NEW YORK
His demobilisation, marriage and departure for New York at the end of the year, in 1915, marked another disruption in his life. From then on until the end of the war, the Gleizes' were travelling, living in hotels and temporary apartments. The impact made on him by New York was enormous and he is probably the first European avant garde painter (twenty five years before Mondrian's Broadway Boogie-Woogie) to try to capture its rhythms, the rhythms of the skyscrapers, advertising signs, traffic and jazz. And yet his enthusiasm was limited and doubts soon appear, mainly in his writings, notably The Miracle of Fifth Avenue (written in 1915, so at the beginning of his stay) in which he talks of a conflict between two 'spirits' – that which built the cathedrals and that which built the skyscrapers:
'Soon the insolence of the skyscraper would go beyond the dignity of their spires. The great altruistic word was lost under the raucous voice of the most small-minded egoisms.'
Yet in the Souvenirs he quotes an interview he gave at the time in which he says:
'The skyscrapers are works of art. They are creations of steel and of stone which are equal to the most admired creations of the Old World. The great bridges such as Brooklyn Bridge can stand comparison with the work of the men who built Notre Dame in Paris. The same strength has resolved the different problems that were posed by the needs of their construction.'
And his enthusiasm for 'les grands ponts comme Brooklyn Bridge' can be seen again in this extract from L'art dans l'évolution générale as well as in the Brooklyn Bridge paintings of the time:
'Without [the modern painters] initially planning it, their paintings intuitively reflected the new architectural laws. They are materially the brothers of the iron bridges and other modern constructions, they carry within themselves the same determining principles. Like them they are free from decorative embellishments, arabesques, pointless curves. Like them they advance towards another way of representing the world, they make use of the commands given by simple need and they satisfy them.

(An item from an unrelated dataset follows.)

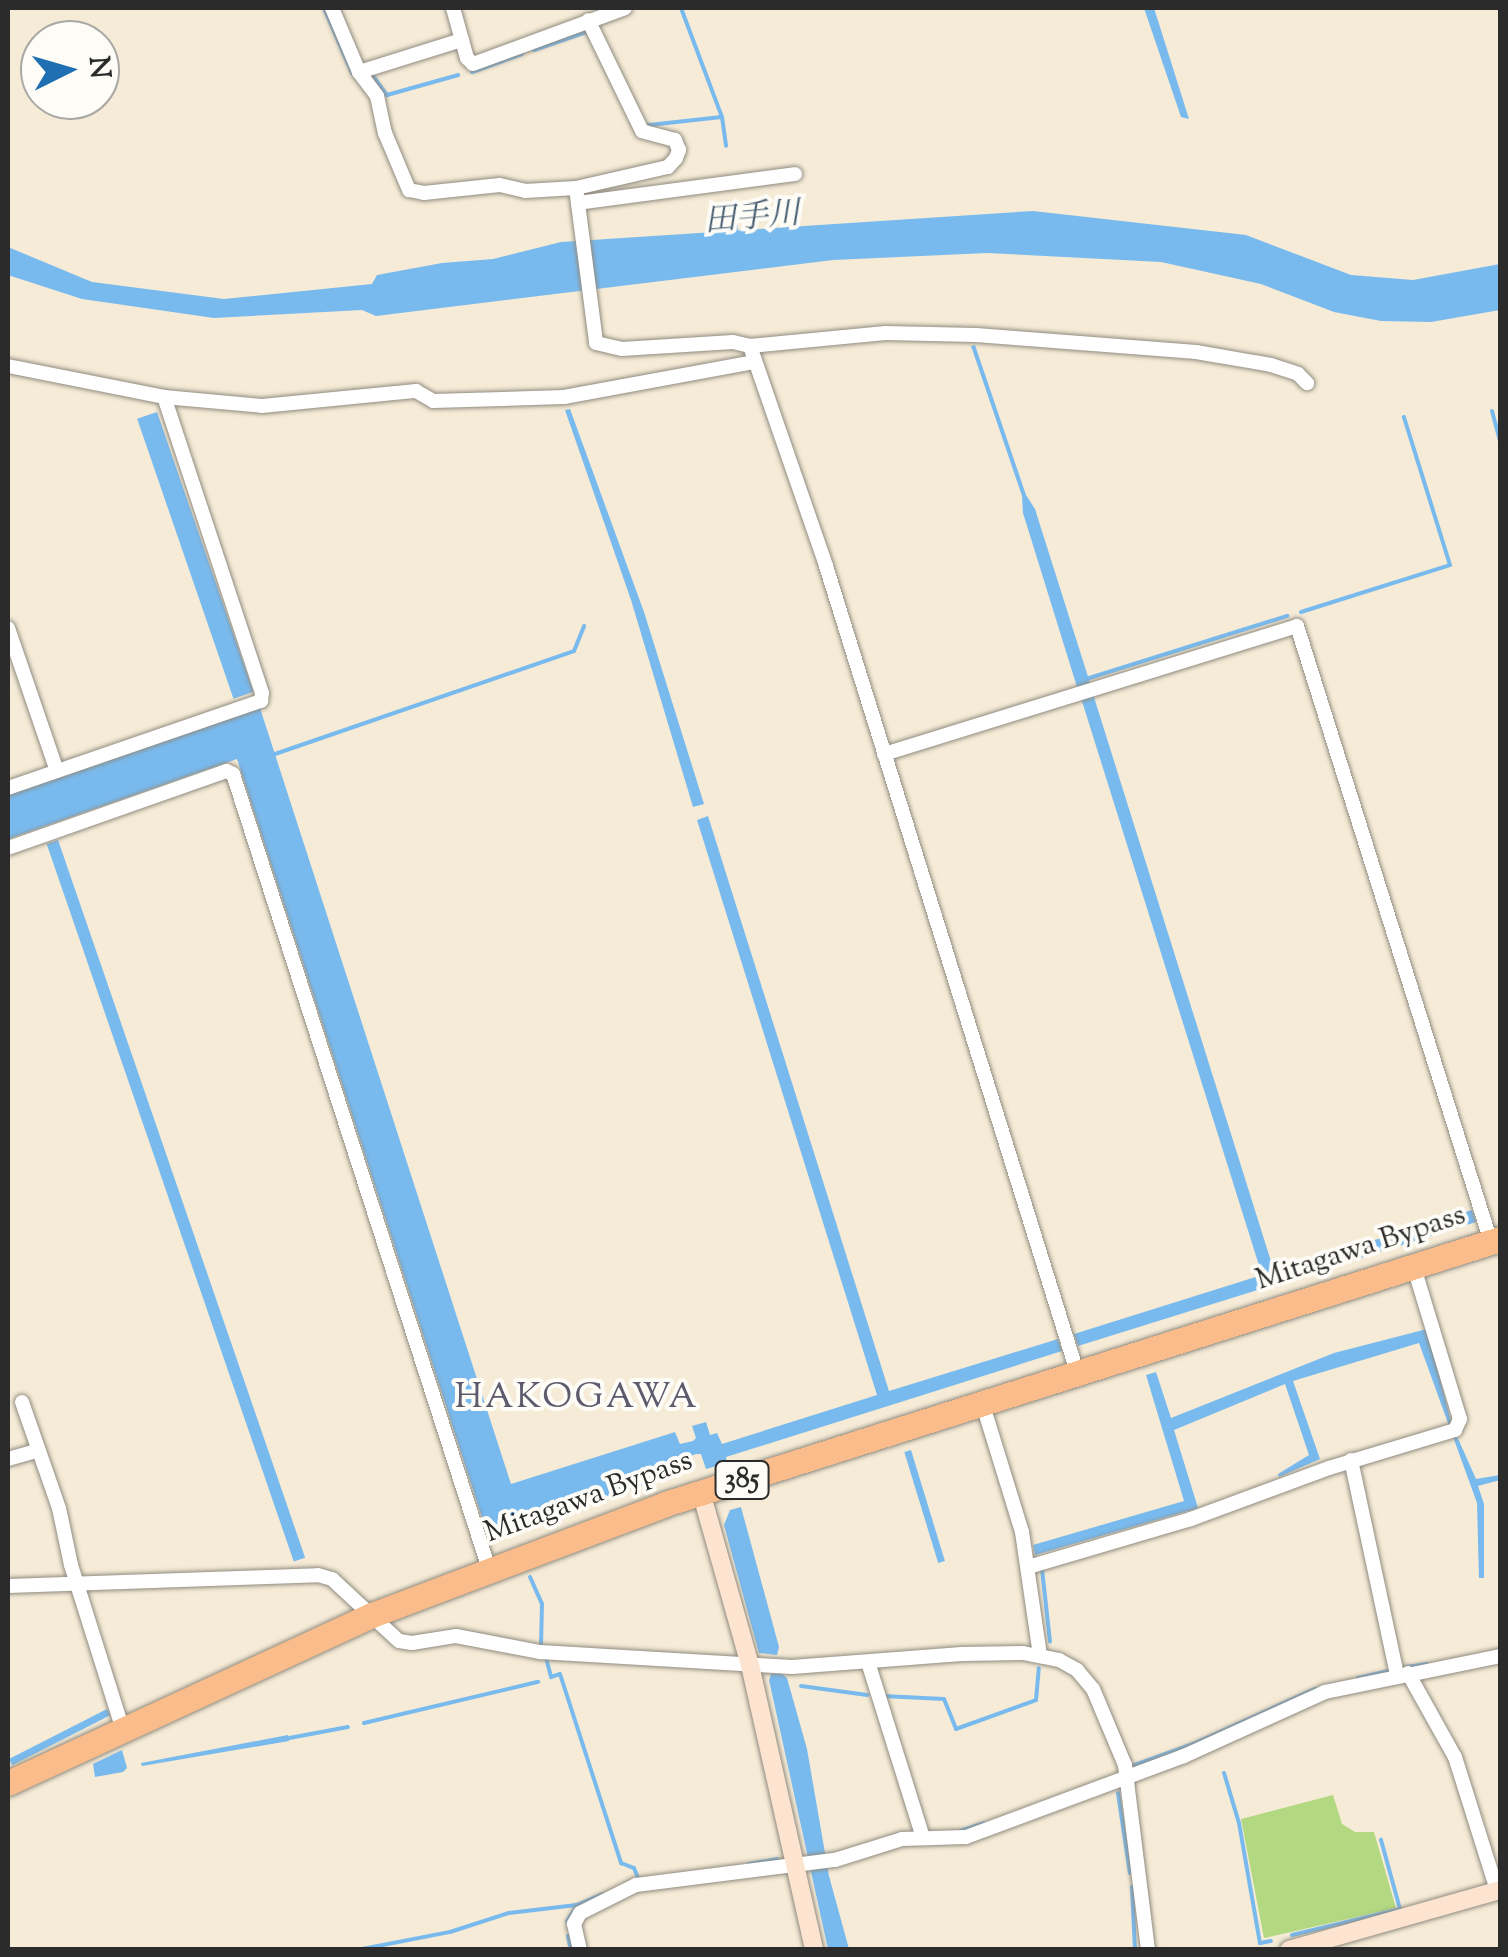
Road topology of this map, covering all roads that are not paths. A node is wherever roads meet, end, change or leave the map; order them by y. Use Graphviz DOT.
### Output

'As a result they are at the same time aggressive but without intending it. They break the convention by which the eye is bound to the always constant horizon line and, taking it by surprise, they force it into an effort against which it rebels.' [pp.123-4]
New York, 1916
Oil on canvas, 92 x 72.4 cm
Present whereabouts unknown
Here then is a moment in which Gleizes seems to be following the path traced out by the Italian Futurists and to be presenting himself as a poet of modern life. And this is what he seems to suggest in an important letter sent in 1917 to his old friend from the days of the Abbaye de Créteil, the poet Henri Martin Barzun:
'The awareness of the vast horizons that have been opened in front of me by trains and transatlantic ships have separated me forever from spaces that are metaphysical ... Our space [our normal three dimensional space, not the non-euclidean, 'metaphysical' or four dimensional space which was interesting Gleizes' colleague Metzinger – PB] hasn't been used as it should have been, far from being exhausted it opens up more multiple than ever ...

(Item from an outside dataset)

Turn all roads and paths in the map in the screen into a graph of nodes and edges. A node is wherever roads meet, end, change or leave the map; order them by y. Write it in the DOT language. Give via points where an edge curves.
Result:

'We are in the age of synthesis. An hour in the life of a man today raises more levels, insights, actions, than a year of that of any other century. That is what I try to say in my art. The rapid sketch of an Impressionist crystallised the fragility of a sensation; it was immobilised in his picture. The painting of today must crystallise a thousand sensations in an aesthetic order. And I see that for that there is no need to reveal other laws, other theorems with definitive forms. A beauty achieved through a mathematical order can only have a relative life; the universal kaleidoscope cannot be fitted into the framework of a system; it surprises through the unforeseen and is renewed by it. We should regard 'the system' with suspicion. It limits our possibilities. How, for example, can we give the equivalent of the enormous 'Broadway' – that fantastic river with a thousand currents going against each other, interweaving, rising up over its banks – if, in our painter's expression, we apply little principles just about good enough to describe a very simple object, an inkstand, a box etc. With one blow, the truth blinds us [crève les yeux] and rises up to scatter the system's charm ...' (9)

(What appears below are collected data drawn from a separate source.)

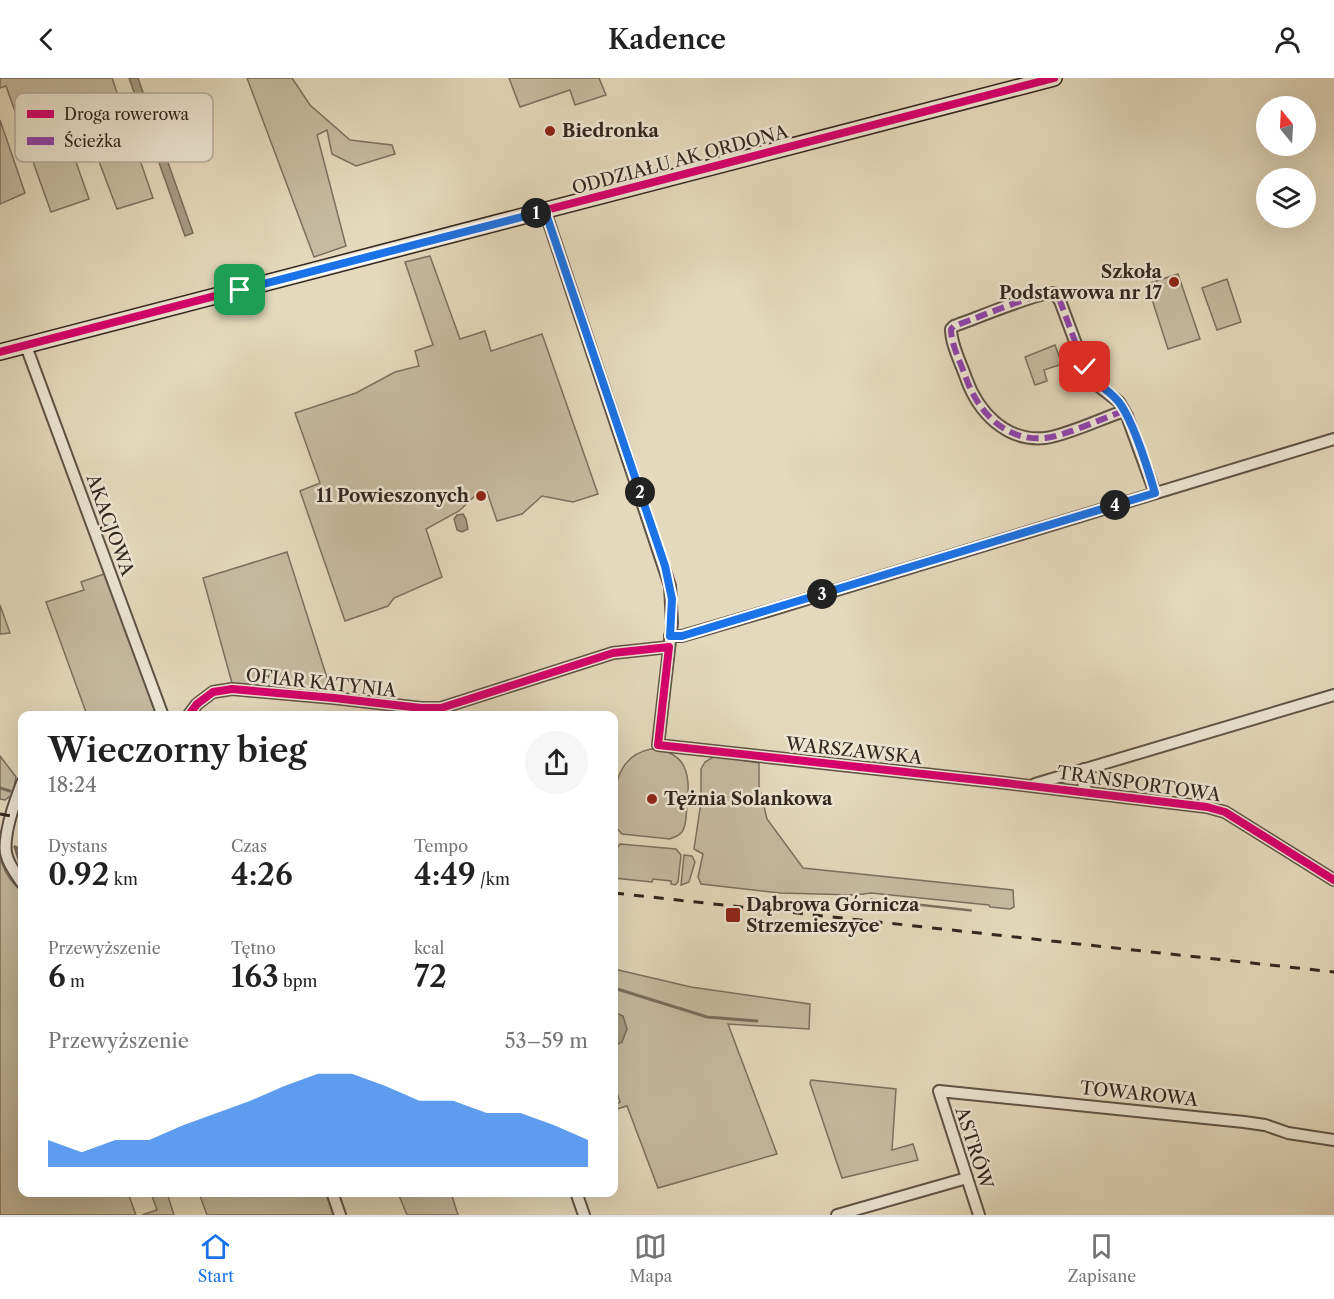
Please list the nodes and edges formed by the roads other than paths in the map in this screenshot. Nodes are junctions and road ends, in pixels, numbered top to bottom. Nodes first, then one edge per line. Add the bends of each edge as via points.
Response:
1 (1054, 78) edge
2 (545, 211) junction
3 (26, 345) junction
4 (0, 352) edge
5 (1124, 411) junction
6 (1334, 439) edge
7 (1155, 493) junction
8 (669, 641) junction
9 (1334, 695) edge
10 (161, 711) edge
11 (192, 711) edge
12 (1084, 769) junction
13 (1029, 786) junction
14 (18, 792) edge
15 (1088, 793) junction
16 (18, 876) edge
17 (1334, 880) edge
18 (939, 1091) joint
19 (1334, 1140) edge
20 (967, 1178) junction
21 (334, 1197) edge
22 (578, 1197) edge
23 (869, 1210) edge
24 (340, 1215) edge
25 (584, 1215) edge
26 (837, 1215) edge
27 (979, 1215) edge

1 - 2 street, ODDZIAŁU AK ORDONA
2 - 3 street, ODDZIAŁU AK ORDONA
2 - 8 street via 665,566 672,599
3 - 4 street, ODDZIAŁU AK ORDONA
3 - 10 street, AKACJOWA
5 - 5 street via 1086,371 1054,293 951,329 974,398 994,421 1014,434 1048,438
5 - 7 street
6 - 7 street, OFIAR KATYNIA
7 - 8 street, OFIAR KATYNIA
8 - 11 street, OFIAR KATYNIA via 613,653 441,708 232,689 213,692
8 - 13 street, WARSZAWSKA via 658,745
9 - 12 street, WARSZAWSKA
12 - 13 street, WARSZAWSKA
12 - 15 street via 1083,786
13 - 15 street, TRANSPORTOWA
14 - 16 street via 6,845
15 - 17 street, TRANSPORTOWA via 1225,812
18 - 19 street, TOWAROWA via 1244,1122
18 - 20 street, ASTRÓW
20 - 23 street
20 - 27 street, ASTRÓW
21 - 24 street
22 - 25 street
23 - 26 street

(9) I originally thought that the letter, which I knew from an undated typescript, was written in 1916 but Pascal Rousseau ('L'Age des synthèses' in the Barcelona and Lyon retrospective cataloge Albert Gleizes, le cubisme en majesté, 2001, p.171) has found it in the Barzun archive giving the date as 24/8/1917.
Broadway (Chal Post), 1915
Oil and gouache on card, 101.8 x 76.5 cm
New York, Solomon R.Guggenheim Museum
There is, then, a certain ambiguity in his attitude to the modern world. What seems to attract him on the one hand also seems to repel him. He is perhaps the first figure of the European avant garde to celebrate jazz, even before the composers took it up in the twenties, yet he tells us in the Souvenirs that when the musician Carlos Salzedo introduced him to it on his arrival in New York he did not at all like it
'We had never heard that. Paris hadn't yet been contaminated by this extraordinary music that seizes you in all it chaos, lulling you one moment in a sentimental fashion, then suddenly stopping to overwhelm you with a torrent of raucous, sharp, tender sounds and cries which draw you into a mad whirlpool which you cannot possibly escape ...'
He refers to dancers who are 'puppets obeying the demands of invisible strings.'
Composition pour Jazz, 1915
Oil on card, 73 x 73 cm
New York, Solomon R.Guggenheim Museum
He is also perhaps the first to celebrate the neon signs and advertising posters of Broadway but, talking of Broadway in the Souvenirs he says: 'In a period of a few hours we had approached the heart of America, a heart futile and hard, sentimental and dry.' Of course this reflects his later feelings after he had turned against all the manifestations of industrial civilisation, but the mixed feelings are still present in the writings of the time, for example, in the Cavalier du Dimanche:
'There are monsters in the town surrounding us, agitated and wasting themselves in sterile gestures. There is murder and boredom on the shining pavements. This evening the disaster is more supernatural than it usually is. All the poor people living in the miserable prts of the city must rise up in a crusade against the dignity of Fifth Avenue. A passive crusade, a long cortege which would take eight hours to pass. Perhaps then something would change and the nights would be opened up by the horror of it ...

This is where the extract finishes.